The above information is not intended to contain all considerations relevant to a patient's potential participation in a clinical trial.

Updated on 05 Dec 2024. Study ID: NCT04661033

This study investigates the safety and effectiveness of an investigational medication given as subcutaneous injections to adults with warm autoimmune hemolytic anemia (wAIHA). wAIHA is a condition where the immune system mistakenly attacks the body's red blood cells, causing them to break down too quickly. The study has two parts: Part A focuses on safety and how well the body tolerates the medication, while Part B looks at how well the medication works at a selected dose.
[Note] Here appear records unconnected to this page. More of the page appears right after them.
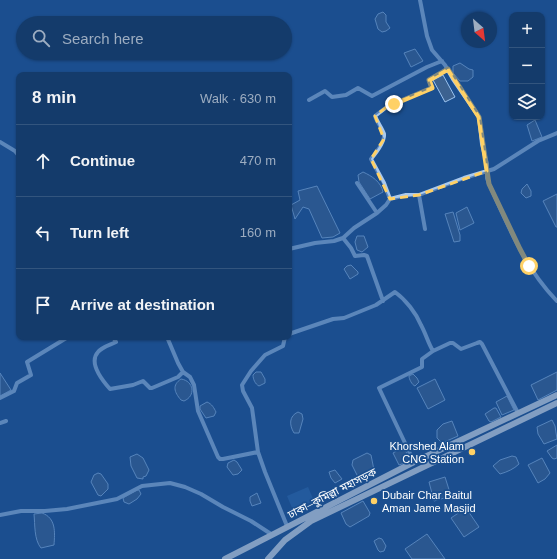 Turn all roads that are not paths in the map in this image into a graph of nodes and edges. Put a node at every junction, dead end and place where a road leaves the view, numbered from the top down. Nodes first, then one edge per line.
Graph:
1 (420, 0) edge
2 (442, 61) junction
3 (448, 69) junction
4 (310, 100) dead end
5 (557, 133) edge
6 (0, 142) edge
7 (16, 152) edge
8 (487, 171) junction
9 (357, 183) dead end
10 (419, 195) junction
11 (390, 199) junction
12 (376, 213) junction
13 (425, 229) dead end
14 (343, 238) junction
15 (292, 248) edge
16 (383, 301) junction
17 (557, 301) edge
18 (292, 333) edge
19 (64, 340) edge
20 (115, 340) edge
21 (168, 340) edge
22 (284, 340) edge
23 (433, 352) junction
24 (183, 372) junction
25 (557, 395) edge
26 (0, 398) edge
27 (557, 403) edge
28 (518, 413) junction
29 (6, 421) dead end
30 (0, 423) edge
31 (258, 452) junction
32 (414, 462) junction
33 (0, 515) edge
34 (288, 526) junction
35 (280, 530) junction
36 (293, 533) junction
37 (271, 534) junction
38 (286, 540) junction
39 (225, 559) edge
40 (268, 559) edge

1 - 2 street
2 - 3 street
2 - 4 street
3 - 8 street
3 - 11 street
5 - 8 street
6 - 7 street
8 - 10 street
8 - 17 street
9 - 12 street
10 - 11 street
10 - 13 street
11 - 12 street
12 - 14 street
14 - 15 street
14 - 16 street
16 - 18 street
16 - 23 street
19 - 26 street
20 - 24 street
21 - 24 street
22 - 31 street
23 - 28 street
23 - 32 street
24 - 31 street
25 - 28 highway, ঢাকা–কুমিল্লা মহাসড়ক
27 - 36 highway, ঢাকা–কুমিল্লা মহাসড়ক
28 - 32 highway, ঢাকা–কুমিল্লা মহাসড়ক
29 - 30 street
31 - 34 street
32 - 34 highway, ঢাকা–কুমিল্লা মহাসড়ক
33 - 37 street
34 - 35 highway, ঢাকা–কুমিল্লা মহাসড়ক
34 - 36 highway
35 - 37 highway, ঢাকা–কুমিল্লা মহাসড়ক
35 - 38 highway
36 - 38 highway, ঢাকা–কুমিল্লা মহাসড়ক
37 - 39 highway, ঢাকা–কুমিল্লা মহাসড়ক
38 - 40 highway, ঢাকা–কুমিল্লা মহাসড়ক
Participants in the study will receive subcutaneous injections. The study will measure various outcomes, including the medication's effect on blood markers related to hemolysis (the breakdown of red blood cells) and its impact on fatigue levels. The study will also evaluate how long the response to the medication lasts and how quickly it begins to work. Some participants may receive a placebo, which is an inactive substance that looks like the investigational medication but does not contain any medicine.

  • Who can participate: Adults aged 18 years or older with confirmed primary wAIHA or wAIHA associated with systemic lupus erythematosus (SLE) are eligible. Participants must have a hemoglobin level below 10 g/dL, evidence of hemolysis, and prior treatment with corticosteroids or rituximab without sustained success.
  • Study details: Participants will receive subcutaneous injections as part of the study. The study will monitor the effects of the investigational medication on blood markers and fatigue levels. Some participants may receive a placebo, an inactive substance that looks like the investigational medication but does not contain any medicine.
  • Study timelines: The study will last 28 weeks.